Finding the Needle in the Cost Haystack: Anomaly Detection with BQML

Cloud cost anomalies can be elusive. Unexpected spikes in usage, misconfigurations, and billing changes often blend into the noise of normal spending patterns. Detecting these anomalies before they turn into expensive surprises is a challenge for Cloud Cost Management (CCM).

At Harness, we leverage Google BigQuery ML (BQML) to automatically detect cloud cost anomalies using time-series forecasting models. Unlike traditional anomaly detection methods that require external ML pipelines, BQML enables in-database machine learning, allowing us to run anomaly detection directly on cloud cost data stored in BigQuery.

Why Use BQML for Cost Anomaly Detection?

Traditional anomaly detection approaches often require complex data movement to ML platforms like Prophet, ARIMA, or SARIMA. With BQML, we simplify this process by running machine learning models natively in Google BigQuery, eliminating unnecessary data transfer overhead. We currently use Prophet for anomaly detection. However, BQML eliminates the formatting overhead required by Python-based ML frameworks like Prophet.

Additionally, BQML integrates seamlessly within BigQuery, eliminating the need for external setup, dependencies, or infrastructure — a requirement when using Prophet. This makes BQML a more efficient and scalable choice for in-database anomaly detection.

Key Advantages of BQML for Anomaly Detection

  • SQL-Based Machine Learning — Train and deploy ML models using standard SQL queries
  • No Data Movement — Analyze cost anomalies directly in BigQuery
  • Scalable for Large Datasets — Optimized for handling millions of cost records efficiently
  • Automated Forecasting & Detection — Supports scheduled model retraining for continuous monitoring
BQML workflow

BQML workflow

How BQML Detects Cost Anomalies

1. Preparing Cloud Cost Data in BigQuery

At Harness Cloud Cost Management, we have built a comprehensive cost tracking infrastructure that captures daily cloud spending across AWS, GCP, and Azure at the resource level. Our system aggregates expenses by cloud provider, account, and specific services, creating a unified view of your entire cloud footprint. This granular approach not only powers our anomaly detection engine but also enables deeper spending analysis. By consolidating usage data at the resource level, we’ve streamlined cost monitoring, making it easier to spot unusual patterns and take proactive steps to optimize your cloud investments.

2. Training the ARIMA_PLUS Model

We use BQML’s ARIMA_PLUS model, which is specifically designed for time-series forecasting and anomaly detection.

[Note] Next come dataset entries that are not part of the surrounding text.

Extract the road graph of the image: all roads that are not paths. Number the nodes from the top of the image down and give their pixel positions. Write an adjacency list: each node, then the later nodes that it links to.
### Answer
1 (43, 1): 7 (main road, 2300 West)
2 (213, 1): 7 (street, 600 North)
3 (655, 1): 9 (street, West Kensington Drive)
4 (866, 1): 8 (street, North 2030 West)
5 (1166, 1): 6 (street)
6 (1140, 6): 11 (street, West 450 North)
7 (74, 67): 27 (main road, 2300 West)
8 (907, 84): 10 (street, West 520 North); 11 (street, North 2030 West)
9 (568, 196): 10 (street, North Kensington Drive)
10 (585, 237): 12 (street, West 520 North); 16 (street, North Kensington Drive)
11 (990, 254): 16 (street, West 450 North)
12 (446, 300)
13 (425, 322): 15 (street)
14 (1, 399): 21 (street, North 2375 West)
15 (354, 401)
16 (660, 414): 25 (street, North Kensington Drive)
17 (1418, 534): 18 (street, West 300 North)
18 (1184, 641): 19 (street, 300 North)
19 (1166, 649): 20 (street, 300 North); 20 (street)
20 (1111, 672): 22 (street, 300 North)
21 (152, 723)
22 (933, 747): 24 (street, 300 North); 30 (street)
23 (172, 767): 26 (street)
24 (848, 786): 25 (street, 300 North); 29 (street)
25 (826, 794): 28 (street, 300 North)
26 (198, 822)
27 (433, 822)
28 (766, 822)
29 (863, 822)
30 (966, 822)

After evaluating multiple BQML model options, we found ARIMA_PLUS to be the most effective for cloud cost anomaly detection.

Why is ARIMA_PLUS is the right model for Daily Cloud Cost Data?

ARIMA_PLUS excels at handling the unique characteristics of cloud cost data:

  • Seasonal Patterns — Cloud costs often follow regular patterns (daily, weekly, monthly billing cycles) that ARIMA_PLUS can automatically detect and incorporate into its predictions.
  • Trend Components — Many cloud services show gradual increases or decreases in cost over time as usage patterns evolve. ARIMA_PLUS captures these trends effectively.
  • Irregular Spikes — The model can distinguish between expected variations (like monthly billing) and truly anomalous cost events.
  • Automated Parameter Selection — ARIMA_PLUS automatically determines the optimal parameters for your specific cost patterns, reducing the need for manual tuning.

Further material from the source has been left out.